Dunedin psychiatrist Colin Bouwer told his wife's sister it would be "easy to commit the perfect crime in New Zealand" because police could not cope with complicated investigations, the High Court at Christchurch was told yesterday.
Bouwer is accused of murdering his wife Annette with a cocktail of drugs that replicated the symptoms of an insulin-producing tumour but could not be detected in normal blood tests.
The prosecution claims he was motivated by a $262,000 insurance policy on his wife and his affair with another Dunedin psychiatrist.
Mrs Bouwer's older sister, Brenda Ruddock, said she spoke to Bouwer by telephone from her home in Johannesburg before the onset of Mrs Bouwer's mystery illness in late 1999.

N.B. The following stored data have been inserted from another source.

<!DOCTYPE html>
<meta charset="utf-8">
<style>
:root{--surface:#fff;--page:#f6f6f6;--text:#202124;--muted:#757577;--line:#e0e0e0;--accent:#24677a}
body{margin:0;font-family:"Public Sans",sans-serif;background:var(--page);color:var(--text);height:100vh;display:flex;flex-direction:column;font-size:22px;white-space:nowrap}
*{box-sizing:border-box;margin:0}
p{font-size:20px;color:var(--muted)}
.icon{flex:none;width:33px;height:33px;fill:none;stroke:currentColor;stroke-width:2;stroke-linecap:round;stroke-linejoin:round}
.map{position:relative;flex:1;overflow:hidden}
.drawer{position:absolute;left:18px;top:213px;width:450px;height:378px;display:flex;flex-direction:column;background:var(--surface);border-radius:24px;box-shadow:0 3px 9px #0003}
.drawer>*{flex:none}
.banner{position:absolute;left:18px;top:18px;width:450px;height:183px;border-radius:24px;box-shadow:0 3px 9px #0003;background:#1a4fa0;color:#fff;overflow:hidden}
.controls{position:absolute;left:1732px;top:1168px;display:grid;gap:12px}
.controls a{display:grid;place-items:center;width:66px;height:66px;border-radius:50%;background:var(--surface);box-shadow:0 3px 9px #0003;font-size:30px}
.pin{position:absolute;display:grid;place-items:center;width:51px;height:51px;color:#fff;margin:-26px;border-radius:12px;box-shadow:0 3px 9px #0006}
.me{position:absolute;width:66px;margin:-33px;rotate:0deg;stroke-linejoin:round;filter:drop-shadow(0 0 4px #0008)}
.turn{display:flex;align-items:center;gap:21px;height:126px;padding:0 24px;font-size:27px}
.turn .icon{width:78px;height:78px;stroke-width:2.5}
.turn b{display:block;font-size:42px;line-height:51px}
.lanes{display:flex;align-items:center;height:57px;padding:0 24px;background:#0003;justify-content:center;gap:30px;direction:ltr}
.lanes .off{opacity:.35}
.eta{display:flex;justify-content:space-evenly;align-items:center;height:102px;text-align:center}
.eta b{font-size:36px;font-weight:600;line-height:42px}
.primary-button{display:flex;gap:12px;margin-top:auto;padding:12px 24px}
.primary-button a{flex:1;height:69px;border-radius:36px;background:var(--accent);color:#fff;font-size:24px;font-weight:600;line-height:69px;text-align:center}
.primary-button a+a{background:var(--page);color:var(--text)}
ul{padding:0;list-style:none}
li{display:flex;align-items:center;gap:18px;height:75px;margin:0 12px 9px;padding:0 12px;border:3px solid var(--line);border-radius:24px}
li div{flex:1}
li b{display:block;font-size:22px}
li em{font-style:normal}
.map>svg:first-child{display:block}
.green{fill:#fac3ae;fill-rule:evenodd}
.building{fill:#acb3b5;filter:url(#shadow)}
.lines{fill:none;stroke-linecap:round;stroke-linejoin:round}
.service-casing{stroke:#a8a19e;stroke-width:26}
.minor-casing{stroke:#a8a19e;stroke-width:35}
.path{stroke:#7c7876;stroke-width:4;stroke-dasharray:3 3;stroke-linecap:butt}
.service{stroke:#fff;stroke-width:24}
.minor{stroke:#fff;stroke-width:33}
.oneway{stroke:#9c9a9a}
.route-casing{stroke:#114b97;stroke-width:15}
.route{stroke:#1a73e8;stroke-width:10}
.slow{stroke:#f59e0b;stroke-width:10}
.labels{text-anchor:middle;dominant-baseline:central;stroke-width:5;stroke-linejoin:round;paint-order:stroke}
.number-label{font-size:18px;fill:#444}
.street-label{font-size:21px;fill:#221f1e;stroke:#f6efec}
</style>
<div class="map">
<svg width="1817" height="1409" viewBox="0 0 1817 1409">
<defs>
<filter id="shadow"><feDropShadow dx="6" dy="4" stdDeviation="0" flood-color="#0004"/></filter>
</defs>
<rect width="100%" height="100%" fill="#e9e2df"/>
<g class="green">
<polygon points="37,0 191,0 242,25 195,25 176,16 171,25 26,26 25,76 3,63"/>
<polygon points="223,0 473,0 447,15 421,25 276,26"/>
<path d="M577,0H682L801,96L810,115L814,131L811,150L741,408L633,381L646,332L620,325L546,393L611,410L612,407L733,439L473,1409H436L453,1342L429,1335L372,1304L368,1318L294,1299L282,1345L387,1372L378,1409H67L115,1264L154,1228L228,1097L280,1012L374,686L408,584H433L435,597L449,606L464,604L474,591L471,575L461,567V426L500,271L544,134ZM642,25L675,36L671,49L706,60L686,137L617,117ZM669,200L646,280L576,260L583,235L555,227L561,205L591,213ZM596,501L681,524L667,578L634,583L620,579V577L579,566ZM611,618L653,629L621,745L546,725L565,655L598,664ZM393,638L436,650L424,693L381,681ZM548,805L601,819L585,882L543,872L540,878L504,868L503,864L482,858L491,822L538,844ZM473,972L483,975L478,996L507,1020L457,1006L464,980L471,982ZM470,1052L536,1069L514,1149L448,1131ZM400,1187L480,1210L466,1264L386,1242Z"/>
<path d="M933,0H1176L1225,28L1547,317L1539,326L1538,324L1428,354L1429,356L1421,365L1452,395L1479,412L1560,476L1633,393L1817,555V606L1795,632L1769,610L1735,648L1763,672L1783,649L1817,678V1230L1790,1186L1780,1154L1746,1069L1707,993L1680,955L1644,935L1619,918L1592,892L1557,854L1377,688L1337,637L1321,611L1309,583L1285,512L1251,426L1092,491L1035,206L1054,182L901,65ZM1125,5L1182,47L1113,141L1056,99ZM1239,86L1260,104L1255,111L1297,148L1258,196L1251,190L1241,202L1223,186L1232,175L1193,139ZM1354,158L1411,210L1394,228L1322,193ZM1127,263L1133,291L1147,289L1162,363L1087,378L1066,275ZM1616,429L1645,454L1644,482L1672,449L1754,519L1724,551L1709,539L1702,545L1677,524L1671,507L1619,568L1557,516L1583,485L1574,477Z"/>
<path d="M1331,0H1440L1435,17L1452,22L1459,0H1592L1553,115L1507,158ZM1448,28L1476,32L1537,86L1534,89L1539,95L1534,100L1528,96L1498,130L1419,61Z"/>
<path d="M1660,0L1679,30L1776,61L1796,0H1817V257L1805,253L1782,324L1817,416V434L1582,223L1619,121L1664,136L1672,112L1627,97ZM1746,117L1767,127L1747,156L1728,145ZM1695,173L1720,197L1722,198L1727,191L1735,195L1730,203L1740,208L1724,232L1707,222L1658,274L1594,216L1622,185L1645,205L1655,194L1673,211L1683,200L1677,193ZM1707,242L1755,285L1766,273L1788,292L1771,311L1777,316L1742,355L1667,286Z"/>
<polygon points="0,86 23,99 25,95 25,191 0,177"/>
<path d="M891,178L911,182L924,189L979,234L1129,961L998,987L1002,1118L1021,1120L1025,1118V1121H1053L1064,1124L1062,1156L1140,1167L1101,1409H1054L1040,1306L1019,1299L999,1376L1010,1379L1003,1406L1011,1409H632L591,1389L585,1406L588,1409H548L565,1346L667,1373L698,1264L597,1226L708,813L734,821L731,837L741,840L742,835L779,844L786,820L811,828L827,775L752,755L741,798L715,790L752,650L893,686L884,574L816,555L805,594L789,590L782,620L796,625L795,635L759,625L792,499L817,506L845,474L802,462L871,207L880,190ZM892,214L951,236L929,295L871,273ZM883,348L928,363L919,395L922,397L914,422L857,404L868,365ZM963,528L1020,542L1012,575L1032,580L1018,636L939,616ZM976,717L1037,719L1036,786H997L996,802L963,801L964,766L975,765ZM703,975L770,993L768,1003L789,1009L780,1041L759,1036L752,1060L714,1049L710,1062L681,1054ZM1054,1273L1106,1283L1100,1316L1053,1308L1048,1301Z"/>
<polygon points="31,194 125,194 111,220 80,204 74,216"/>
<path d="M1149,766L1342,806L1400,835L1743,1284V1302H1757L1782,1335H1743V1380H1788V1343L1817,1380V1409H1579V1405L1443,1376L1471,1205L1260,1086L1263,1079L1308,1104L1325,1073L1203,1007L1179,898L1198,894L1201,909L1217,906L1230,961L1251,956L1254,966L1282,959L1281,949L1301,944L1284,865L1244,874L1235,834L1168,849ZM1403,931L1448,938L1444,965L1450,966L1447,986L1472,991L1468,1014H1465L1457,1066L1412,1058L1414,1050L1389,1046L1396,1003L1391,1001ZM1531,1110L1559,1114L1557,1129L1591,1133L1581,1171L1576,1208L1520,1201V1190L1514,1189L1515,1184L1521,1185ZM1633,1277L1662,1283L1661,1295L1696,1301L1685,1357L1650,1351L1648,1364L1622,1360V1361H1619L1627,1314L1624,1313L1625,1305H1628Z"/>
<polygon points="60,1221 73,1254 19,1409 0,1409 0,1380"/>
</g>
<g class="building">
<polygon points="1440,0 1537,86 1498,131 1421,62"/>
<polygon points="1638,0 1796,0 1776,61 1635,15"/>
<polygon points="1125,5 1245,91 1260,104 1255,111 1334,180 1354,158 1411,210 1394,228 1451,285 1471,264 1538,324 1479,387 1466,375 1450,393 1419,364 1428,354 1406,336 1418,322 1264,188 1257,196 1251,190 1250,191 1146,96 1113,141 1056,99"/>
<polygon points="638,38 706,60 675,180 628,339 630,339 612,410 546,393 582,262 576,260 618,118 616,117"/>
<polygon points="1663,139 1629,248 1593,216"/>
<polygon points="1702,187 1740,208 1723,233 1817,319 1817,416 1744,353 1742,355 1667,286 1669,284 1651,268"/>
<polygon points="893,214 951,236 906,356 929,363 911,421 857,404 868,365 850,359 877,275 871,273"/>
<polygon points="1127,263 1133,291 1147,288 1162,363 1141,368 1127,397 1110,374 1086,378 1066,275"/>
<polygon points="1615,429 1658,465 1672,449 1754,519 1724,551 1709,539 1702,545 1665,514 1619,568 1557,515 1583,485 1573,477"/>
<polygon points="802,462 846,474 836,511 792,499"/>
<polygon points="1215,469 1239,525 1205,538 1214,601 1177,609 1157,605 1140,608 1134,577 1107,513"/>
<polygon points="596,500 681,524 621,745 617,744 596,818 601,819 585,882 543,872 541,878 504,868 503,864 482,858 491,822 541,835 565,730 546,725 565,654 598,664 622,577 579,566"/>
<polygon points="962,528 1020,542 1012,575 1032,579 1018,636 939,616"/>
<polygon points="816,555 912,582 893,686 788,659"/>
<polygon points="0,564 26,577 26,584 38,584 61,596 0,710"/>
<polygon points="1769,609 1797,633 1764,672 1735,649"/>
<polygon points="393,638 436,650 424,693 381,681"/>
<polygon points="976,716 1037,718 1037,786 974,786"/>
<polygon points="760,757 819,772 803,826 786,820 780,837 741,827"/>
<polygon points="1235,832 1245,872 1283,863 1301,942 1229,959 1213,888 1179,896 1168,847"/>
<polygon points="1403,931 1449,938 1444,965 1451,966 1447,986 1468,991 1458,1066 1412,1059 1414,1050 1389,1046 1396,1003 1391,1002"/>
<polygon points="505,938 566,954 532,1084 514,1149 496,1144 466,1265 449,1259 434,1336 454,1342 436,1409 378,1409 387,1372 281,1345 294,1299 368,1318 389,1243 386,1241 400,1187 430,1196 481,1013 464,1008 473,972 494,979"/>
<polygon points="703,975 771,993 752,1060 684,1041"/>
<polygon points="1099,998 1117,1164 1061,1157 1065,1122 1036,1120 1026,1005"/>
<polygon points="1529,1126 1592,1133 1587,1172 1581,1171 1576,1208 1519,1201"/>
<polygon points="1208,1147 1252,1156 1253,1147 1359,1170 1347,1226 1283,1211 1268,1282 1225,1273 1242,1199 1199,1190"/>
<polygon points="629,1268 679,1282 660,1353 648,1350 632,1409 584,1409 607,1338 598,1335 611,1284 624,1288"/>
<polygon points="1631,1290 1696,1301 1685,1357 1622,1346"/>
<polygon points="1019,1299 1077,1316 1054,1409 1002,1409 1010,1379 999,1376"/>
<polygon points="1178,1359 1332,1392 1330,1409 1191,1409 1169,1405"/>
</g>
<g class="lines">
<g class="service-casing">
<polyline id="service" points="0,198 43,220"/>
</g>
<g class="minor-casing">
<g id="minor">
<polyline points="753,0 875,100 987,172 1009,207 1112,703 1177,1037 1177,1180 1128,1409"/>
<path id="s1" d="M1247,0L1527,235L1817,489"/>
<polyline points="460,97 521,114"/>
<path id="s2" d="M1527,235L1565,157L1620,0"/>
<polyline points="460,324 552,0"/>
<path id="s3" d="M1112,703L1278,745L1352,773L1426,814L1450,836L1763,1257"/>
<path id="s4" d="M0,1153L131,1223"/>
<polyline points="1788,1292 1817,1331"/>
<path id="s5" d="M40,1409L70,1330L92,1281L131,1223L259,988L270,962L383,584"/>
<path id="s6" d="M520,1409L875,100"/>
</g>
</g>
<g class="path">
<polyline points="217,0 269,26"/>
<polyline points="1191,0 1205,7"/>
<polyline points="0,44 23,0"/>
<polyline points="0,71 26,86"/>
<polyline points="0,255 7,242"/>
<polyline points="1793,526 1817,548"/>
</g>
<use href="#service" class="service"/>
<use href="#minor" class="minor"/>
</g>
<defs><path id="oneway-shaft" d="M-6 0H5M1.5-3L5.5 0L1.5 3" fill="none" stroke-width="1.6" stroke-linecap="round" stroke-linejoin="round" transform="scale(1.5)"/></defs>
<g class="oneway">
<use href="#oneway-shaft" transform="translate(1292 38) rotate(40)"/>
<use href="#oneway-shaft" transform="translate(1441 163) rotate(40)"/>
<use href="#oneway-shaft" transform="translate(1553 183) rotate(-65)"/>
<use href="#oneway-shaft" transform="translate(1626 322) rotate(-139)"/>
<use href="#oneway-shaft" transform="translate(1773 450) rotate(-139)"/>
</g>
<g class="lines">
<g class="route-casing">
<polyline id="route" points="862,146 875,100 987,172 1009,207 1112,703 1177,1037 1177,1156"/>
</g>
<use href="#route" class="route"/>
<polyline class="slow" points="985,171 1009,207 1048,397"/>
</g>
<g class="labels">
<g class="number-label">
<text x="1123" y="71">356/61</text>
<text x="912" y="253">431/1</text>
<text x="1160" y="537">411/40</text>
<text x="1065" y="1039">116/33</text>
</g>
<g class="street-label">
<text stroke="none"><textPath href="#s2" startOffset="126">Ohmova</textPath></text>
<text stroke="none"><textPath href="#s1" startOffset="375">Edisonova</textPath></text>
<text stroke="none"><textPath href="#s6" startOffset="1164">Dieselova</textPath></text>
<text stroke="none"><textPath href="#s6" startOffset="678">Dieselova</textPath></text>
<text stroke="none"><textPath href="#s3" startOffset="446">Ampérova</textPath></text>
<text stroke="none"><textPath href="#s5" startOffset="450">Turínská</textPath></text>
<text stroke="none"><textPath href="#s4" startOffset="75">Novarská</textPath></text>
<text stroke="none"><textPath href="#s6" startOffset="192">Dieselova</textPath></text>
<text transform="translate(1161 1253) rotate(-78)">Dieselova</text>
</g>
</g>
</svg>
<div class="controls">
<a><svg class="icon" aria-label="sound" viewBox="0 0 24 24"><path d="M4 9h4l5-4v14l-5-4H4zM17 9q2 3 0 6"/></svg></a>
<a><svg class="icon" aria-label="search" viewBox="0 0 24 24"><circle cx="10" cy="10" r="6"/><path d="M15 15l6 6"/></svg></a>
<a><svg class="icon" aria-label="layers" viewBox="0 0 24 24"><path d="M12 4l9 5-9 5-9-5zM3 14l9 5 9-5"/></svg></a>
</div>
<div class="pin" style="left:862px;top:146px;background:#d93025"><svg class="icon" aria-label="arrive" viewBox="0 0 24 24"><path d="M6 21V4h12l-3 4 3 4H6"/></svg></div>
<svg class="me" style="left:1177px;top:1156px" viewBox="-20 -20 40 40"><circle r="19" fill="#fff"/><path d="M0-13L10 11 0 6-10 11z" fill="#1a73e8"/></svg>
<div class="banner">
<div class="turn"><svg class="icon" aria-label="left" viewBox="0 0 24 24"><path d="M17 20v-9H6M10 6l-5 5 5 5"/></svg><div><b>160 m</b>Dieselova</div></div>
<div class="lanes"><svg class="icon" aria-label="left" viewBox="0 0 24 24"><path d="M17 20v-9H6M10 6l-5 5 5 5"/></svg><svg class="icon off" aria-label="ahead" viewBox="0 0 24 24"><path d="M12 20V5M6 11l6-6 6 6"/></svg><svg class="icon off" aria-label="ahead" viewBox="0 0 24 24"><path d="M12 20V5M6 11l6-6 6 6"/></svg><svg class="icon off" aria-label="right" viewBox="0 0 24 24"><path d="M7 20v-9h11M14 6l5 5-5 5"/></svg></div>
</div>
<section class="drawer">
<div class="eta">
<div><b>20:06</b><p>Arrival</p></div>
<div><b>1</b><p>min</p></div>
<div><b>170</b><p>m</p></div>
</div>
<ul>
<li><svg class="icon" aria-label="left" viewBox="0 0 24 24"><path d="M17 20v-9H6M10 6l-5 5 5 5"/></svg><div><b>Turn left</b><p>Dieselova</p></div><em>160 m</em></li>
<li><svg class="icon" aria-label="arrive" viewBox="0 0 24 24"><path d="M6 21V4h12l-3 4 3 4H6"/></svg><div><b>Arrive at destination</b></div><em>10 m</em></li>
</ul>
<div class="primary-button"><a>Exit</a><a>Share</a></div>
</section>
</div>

While discussing the David Bain murder case in Dunedin, she said Bouwer told her: "It would be easy to commit the perfect crime in New Zealand because the police were not equipped to handle complicated cases of that nature".
"He said the South African police were used to dealing with complicated crimes, which the New Zealand police were not," she added.
Her husband, Arthur Ruddock, told the court Bouwer said during a visit to South Africa last year that Mrs Bouwer had not been in hospital on the night she died because "medical services were pretty poor in New Zealand and everything was closed over the holiday period and there were no doctors available".
Mrs Bouwer's mother, Madeleine Langford, told the jury she considered at first that her daughter might have committed suicide because an empty pill bottle had been found.
However, Mrs Langford was now adamant that it was not possible "unless she was brain damaged and didn't know what she was doing".
"She was a Christian and she wouldn't have committed suicide."
Presented with a brief note by Annette Bouwer which was supposedly a suicide note, Mrs Langford replied: "Annette would have written a book to explain why and to beg forgiveness and get me to pray for her."
Mrs Langford also said Bouwer telephoned her at her home in South Africa in January last year to express his concern that caring for his wife and their family was becoming too much.
"I said I'd get a flight the next day to look after my child myself. He said 'you will be too late - she's dying'.
"Then I heard from him a few hours later and he said he had found Annette dead in her bed," she said.